Вот как в своих воспоминаниях об этом писала Шульженко:
«Я гримировалась перед концертом и вдруг подумала: а кому все это нужно?
Мысли мои были в Ленинграде, о войне, а война предстояла жестокая и не на один
день, это все понимали; о сыне, о том, что нас ждет впереди. Зал был неполным —
очевидно, не все зрители воспользовались своими билетами. В саду не горели
фонари, город был затемнен по условиям военного времени. Я пела, и смысл
знакомых слов ускользал от меня, делался неуловимым. Конечно, зрители не
чувствовали этого — профессиональный актер должен делать свое дело вне
зависимости от того, в каком настроении он находится. Но пела, и мне казалось,
что «Креолка» и «Моя тень» — уже вчерашний день. И только
когда начала «Руки», любимую песню, подаренную мне Василием
Ивановичем Лебедевым-Кумачом: «Нет, не глаза твои я вспоминаю в час разлуки,
Не голос твой услышу в тишине, Я вспоминаю ласковые, трепетные руки, И о тебе
они напомнят мне… » — слезы вдруг подступили к глазам и перехватило
горло. Боже мой, о чем я? Ведь сидящие в зале уже сегодня провожали на фронт
самих дорогих и близких, ведь разлука с любимыми встала у порога сотен тысяч
людей, и война надолго, а то и навсегда разведет миллионы рук. Не знаю, как
допела песню, получившую новый, неожиданный смысл. Отзвучал последний аккорд, в
зале — мертвая тишина, я стояла не двигаясь — замерли и зрители. И только когда
сделала движение по направлению к кулисам — в зале раздались аплодисменты. Я
видела глаза, полные слез, глаза благодарных слушателей и впервые за тот
страшный день почувствовала, что мое искусство нужно, что оно и в новых условиях
способно выразить самые откровенные чувства…».

Григорий Александров

А ВОТ КАК О ПЕРВОМ
ДНЕ ВОЙНЫ ВСПОМИНАЛ РЕЖИССЕР ГРИГОРИЙ АЛЕКСАНДРОВ.
Вместе со своей супругой
актрисой Любовью Орловой они выступали в Риге, рассказывая о своих творческих
планах, а утром 22 июня город бомбили фашистские самолеты. Уже на второй день
они получили указание немедленно вернуться в Москву. Во время посадки в поезд
произошел очередной налет. Летчик так обстрелял паровоз, что тот не смог
сдвинуться с места. Пришлось откатывать его руками. А потом к нему прицепили
какой-то другой, маломощный. Пассажиры по-черепашьи доехали до первого
взорванного моста. А затем на лодках переправились на другой берег реки.

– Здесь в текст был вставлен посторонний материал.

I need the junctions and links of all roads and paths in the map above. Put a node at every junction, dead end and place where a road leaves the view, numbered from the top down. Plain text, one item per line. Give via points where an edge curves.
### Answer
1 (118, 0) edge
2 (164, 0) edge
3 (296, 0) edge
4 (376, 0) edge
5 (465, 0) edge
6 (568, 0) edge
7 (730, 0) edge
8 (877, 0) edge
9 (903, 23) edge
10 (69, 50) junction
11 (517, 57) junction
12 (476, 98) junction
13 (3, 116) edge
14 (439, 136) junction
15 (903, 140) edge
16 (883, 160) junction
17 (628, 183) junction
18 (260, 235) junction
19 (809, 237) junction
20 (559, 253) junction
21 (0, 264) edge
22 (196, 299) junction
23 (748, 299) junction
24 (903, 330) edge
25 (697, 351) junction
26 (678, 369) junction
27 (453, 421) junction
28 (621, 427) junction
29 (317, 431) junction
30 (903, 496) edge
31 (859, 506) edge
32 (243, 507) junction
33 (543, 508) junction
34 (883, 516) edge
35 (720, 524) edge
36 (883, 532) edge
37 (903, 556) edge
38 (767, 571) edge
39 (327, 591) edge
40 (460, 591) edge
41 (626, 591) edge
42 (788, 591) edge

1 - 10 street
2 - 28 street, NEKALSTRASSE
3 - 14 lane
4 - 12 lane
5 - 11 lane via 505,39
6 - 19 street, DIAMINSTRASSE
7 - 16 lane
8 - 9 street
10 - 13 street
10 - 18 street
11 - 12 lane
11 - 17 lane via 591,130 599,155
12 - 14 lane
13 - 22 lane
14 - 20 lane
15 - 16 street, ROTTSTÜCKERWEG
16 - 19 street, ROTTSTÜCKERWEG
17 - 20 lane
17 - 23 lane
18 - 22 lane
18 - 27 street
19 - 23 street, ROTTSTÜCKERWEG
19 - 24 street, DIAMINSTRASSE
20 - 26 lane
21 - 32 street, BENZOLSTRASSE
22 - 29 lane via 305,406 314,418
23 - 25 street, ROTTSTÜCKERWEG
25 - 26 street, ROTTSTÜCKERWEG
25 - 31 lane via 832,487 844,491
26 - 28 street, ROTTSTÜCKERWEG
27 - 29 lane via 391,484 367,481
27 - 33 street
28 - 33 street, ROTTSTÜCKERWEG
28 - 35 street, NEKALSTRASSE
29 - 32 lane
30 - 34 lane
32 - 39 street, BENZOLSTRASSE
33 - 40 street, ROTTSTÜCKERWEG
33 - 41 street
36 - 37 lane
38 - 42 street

Всюду были беженцы, пожары. Целых три дня пришлось им
добираться до Минска. Минск и всю Белорусскую железную дорогу бомбили
беспрестанно. Любовь Петровна организовала женщин эшелона в отряды
сандружинниц, наладив помощь раненым. «Она, — вспоминал Александров, —
была смела, находчива, энергична — такой, какой ее привыкли видеть на экране —
советской героиней.

Война явилась суровым испытанием для всего народа и для
каждого советского человека. Свой счет предъявила война и художникам: и как
гражданам страны, и как творческим работникам.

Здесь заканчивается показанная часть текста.